| WORK INSTRUCTION |
Copy every line that contains the string "bridge" from the entries below.

Extracted records:
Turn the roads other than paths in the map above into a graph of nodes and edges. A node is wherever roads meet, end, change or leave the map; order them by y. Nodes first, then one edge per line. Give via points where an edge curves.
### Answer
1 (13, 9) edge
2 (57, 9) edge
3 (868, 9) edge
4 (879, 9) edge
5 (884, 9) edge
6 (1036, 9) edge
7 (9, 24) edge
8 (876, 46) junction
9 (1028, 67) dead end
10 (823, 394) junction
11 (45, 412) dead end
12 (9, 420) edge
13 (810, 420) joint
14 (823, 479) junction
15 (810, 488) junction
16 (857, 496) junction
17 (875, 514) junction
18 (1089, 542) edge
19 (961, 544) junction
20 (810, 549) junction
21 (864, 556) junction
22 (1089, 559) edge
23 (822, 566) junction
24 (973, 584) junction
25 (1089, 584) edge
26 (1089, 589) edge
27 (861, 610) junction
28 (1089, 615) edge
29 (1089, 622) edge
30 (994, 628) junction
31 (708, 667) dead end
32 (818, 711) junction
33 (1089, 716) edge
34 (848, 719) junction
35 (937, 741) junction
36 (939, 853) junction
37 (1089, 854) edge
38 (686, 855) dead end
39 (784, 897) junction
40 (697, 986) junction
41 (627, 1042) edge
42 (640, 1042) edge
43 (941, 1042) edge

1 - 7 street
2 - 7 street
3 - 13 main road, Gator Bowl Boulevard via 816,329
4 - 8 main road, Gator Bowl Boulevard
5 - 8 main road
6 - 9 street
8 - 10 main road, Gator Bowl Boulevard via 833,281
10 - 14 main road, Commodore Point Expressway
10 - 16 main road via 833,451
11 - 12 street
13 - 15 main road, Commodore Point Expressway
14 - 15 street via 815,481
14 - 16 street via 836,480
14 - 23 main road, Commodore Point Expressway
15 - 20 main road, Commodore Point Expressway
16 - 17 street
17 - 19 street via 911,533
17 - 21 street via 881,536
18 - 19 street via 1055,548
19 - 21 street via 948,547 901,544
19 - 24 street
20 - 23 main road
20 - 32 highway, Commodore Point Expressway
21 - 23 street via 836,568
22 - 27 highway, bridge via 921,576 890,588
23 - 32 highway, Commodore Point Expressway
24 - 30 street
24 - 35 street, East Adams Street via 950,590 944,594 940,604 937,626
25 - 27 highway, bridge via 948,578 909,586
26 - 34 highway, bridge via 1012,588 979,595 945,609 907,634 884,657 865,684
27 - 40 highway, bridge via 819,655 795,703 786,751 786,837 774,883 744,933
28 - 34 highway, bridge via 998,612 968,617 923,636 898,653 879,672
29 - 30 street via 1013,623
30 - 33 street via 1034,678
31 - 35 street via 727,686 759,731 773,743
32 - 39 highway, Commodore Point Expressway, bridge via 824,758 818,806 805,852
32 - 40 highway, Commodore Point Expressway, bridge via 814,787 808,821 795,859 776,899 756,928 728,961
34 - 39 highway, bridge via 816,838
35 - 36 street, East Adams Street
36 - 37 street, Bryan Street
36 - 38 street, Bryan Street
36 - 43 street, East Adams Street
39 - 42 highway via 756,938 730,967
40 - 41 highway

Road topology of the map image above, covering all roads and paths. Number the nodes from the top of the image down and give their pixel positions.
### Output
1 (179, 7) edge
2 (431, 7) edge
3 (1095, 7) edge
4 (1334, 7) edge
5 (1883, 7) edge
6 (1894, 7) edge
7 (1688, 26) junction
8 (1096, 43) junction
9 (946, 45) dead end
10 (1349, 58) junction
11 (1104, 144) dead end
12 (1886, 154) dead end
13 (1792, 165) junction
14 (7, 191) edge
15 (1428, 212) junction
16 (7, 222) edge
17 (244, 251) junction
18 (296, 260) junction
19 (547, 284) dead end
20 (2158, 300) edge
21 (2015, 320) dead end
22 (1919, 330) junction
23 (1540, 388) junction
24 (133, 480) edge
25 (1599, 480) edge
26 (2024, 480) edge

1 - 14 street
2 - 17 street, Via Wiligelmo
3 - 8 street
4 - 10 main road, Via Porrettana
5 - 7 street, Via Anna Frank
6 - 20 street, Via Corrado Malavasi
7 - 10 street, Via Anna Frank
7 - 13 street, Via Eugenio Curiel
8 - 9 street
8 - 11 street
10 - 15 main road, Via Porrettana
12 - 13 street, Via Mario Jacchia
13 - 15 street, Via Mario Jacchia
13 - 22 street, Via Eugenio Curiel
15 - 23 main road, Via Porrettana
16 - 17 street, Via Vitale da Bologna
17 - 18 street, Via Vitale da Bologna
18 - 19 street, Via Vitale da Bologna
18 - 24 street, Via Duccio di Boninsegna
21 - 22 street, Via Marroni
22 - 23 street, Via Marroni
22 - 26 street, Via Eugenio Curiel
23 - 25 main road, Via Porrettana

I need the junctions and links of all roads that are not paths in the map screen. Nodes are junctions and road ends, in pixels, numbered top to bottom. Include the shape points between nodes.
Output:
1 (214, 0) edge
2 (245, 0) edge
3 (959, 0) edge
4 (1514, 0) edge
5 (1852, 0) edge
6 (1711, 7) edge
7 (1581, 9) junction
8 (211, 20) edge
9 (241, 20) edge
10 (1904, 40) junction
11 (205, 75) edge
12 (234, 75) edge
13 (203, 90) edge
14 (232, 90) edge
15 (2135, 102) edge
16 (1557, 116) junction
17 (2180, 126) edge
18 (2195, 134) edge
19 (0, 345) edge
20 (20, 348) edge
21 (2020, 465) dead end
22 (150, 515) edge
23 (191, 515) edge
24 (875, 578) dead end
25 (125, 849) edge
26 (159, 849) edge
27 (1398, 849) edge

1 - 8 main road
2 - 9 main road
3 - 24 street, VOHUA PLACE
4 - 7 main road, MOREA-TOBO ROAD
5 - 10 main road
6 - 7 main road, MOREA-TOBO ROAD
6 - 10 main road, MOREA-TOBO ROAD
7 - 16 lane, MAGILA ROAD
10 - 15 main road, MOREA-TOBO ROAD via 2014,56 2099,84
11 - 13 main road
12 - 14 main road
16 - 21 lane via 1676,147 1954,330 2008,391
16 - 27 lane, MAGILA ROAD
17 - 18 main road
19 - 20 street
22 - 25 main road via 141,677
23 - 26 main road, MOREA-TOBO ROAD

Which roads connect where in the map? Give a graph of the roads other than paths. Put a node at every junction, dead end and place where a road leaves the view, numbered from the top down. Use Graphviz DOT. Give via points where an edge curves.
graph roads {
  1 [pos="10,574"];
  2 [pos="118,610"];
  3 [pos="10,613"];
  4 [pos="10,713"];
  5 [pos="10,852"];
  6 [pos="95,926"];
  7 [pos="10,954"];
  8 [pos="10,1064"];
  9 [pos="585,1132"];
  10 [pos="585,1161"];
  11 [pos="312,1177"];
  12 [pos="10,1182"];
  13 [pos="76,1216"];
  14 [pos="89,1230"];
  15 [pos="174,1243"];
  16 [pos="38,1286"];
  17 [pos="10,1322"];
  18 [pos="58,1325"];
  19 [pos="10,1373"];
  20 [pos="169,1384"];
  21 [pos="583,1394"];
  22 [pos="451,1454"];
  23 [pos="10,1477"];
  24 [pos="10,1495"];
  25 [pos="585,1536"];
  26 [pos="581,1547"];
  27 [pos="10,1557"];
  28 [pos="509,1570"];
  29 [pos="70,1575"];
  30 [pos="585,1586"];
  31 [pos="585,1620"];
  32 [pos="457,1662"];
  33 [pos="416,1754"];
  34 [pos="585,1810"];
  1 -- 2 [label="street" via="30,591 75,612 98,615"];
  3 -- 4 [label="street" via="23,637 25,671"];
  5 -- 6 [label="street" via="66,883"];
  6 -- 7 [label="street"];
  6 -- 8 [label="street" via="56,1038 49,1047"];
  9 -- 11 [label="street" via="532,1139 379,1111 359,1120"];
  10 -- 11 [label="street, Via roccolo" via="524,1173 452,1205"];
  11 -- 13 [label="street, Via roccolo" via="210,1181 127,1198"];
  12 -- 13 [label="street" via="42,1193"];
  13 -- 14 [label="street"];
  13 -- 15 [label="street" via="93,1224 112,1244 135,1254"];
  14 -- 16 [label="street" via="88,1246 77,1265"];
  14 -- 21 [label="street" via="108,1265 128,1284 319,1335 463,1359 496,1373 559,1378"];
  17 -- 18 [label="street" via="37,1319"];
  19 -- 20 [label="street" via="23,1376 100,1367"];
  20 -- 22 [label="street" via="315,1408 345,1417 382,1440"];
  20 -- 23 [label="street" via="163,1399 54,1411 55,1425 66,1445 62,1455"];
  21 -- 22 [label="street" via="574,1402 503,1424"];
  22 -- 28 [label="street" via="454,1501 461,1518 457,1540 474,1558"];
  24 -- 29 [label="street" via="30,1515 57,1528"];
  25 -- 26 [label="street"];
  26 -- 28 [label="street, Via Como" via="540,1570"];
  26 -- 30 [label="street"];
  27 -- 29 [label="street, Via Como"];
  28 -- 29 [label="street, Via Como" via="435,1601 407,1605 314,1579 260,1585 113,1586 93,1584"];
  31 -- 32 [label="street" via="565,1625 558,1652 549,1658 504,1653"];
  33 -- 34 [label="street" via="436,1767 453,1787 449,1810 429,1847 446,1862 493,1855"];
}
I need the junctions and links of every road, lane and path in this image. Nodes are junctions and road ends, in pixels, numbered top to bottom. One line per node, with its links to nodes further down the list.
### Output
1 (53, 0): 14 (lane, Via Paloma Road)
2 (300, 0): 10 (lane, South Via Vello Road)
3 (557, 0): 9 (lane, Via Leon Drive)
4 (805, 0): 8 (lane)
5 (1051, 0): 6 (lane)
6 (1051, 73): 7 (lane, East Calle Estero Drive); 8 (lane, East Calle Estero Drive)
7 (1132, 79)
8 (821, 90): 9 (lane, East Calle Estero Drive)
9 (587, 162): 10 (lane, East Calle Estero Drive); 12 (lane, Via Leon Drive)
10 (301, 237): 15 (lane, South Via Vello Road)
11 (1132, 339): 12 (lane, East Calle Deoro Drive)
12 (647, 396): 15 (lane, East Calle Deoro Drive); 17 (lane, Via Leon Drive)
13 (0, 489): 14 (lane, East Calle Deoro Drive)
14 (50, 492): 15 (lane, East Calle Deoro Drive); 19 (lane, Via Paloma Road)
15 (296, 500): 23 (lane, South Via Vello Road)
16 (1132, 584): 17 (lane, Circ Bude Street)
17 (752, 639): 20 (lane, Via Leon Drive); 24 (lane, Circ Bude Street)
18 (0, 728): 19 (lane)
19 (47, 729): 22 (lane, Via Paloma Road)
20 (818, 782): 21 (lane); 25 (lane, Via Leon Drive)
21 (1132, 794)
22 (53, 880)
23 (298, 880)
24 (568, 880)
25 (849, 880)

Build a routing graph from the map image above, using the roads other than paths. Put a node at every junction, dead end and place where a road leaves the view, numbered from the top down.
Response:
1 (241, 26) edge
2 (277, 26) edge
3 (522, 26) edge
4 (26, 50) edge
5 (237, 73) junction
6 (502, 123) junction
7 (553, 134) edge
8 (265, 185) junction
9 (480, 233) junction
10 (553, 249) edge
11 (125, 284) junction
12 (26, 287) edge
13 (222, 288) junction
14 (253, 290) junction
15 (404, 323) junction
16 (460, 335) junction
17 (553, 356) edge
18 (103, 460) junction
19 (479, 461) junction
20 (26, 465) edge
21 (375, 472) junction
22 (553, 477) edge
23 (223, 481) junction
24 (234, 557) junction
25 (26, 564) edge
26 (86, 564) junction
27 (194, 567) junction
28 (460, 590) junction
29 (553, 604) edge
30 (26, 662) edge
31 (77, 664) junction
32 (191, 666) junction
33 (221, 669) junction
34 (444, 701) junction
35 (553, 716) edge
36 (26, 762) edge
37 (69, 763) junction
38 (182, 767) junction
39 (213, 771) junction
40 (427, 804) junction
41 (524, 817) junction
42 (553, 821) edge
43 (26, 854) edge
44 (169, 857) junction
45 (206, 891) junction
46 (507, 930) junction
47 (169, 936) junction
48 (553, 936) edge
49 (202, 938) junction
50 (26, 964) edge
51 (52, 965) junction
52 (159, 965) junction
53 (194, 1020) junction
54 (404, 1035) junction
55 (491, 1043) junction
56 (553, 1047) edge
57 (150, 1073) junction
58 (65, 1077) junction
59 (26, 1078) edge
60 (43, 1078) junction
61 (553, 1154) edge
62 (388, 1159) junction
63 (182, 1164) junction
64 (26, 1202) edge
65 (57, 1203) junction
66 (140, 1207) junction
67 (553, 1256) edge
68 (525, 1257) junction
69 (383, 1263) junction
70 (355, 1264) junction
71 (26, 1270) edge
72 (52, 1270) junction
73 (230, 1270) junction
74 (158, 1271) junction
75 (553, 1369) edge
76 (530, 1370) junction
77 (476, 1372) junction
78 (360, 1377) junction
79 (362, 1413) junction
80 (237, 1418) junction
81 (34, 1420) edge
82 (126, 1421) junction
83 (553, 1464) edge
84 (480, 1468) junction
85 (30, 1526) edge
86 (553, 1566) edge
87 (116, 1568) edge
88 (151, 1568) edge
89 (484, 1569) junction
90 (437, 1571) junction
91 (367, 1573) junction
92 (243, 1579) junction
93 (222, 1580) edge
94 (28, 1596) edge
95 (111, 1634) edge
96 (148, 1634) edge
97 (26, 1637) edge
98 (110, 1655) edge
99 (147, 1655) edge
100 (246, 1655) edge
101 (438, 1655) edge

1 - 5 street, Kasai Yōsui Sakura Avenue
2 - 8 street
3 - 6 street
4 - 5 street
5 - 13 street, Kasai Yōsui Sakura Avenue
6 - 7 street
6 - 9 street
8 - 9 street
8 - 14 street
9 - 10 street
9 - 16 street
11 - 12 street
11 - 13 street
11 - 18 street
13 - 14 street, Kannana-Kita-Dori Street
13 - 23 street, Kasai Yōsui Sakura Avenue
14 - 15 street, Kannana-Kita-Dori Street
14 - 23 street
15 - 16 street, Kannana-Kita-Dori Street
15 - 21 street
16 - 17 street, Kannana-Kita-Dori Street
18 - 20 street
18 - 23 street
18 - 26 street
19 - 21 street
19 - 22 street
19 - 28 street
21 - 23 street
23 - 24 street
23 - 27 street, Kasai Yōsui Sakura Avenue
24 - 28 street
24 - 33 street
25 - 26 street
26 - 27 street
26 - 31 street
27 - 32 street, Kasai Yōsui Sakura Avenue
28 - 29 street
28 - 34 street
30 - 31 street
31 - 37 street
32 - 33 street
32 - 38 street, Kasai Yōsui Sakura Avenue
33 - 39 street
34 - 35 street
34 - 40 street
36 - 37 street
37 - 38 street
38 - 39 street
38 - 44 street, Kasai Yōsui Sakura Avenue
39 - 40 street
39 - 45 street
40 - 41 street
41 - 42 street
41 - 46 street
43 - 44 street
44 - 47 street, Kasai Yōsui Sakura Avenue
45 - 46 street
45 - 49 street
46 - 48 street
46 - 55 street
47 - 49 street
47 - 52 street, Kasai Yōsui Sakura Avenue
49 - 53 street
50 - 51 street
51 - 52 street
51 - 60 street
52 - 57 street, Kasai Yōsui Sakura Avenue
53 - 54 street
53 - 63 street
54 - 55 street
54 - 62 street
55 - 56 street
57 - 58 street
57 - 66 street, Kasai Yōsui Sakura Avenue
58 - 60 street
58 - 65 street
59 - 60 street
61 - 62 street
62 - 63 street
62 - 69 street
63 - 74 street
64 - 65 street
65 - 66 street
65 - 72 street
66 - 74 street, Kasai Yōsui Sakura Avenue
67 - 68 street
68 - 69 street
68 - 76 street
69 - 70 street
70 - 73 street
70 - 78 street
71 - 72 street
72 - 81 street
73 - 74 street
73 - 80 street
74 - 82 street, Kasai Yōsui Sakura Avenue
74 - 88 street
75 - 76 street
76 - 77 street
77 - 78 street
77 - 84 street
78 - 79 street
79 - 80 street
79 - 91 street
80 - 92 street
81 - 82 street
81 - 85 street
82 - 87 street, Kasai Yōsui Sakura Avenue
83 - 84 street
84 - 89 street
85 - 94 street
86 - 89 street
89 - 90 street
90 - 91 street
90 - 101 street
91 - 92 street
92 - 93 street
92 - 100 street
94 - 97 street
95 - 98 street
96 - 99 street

| WRITTEN RESPONSE |
22 - 27 highway, bridge via 921,576 890,588
25 - 27 highway, bridge via 948,578 909,586
26 - 34 highway, bridge via 1012,588 979,595 945,609 907,634 884,657 865,684
27 - 40 highway, bridge via 819,655 795,703 786,751 786,837 774,883 744,933
28 - 34 highway, bridge via 998,612 968,617 923,636 898,653 879,672
32 - 39 highway, Commodore Point Expressway, bridge via 824,758 818,806 805,852
32 - 40 highway, Commodore Point Expressway, bridge via 814,787 808,821 795,859 776,899 756,928 728,961
34 - 39 highway, bridge via 816,838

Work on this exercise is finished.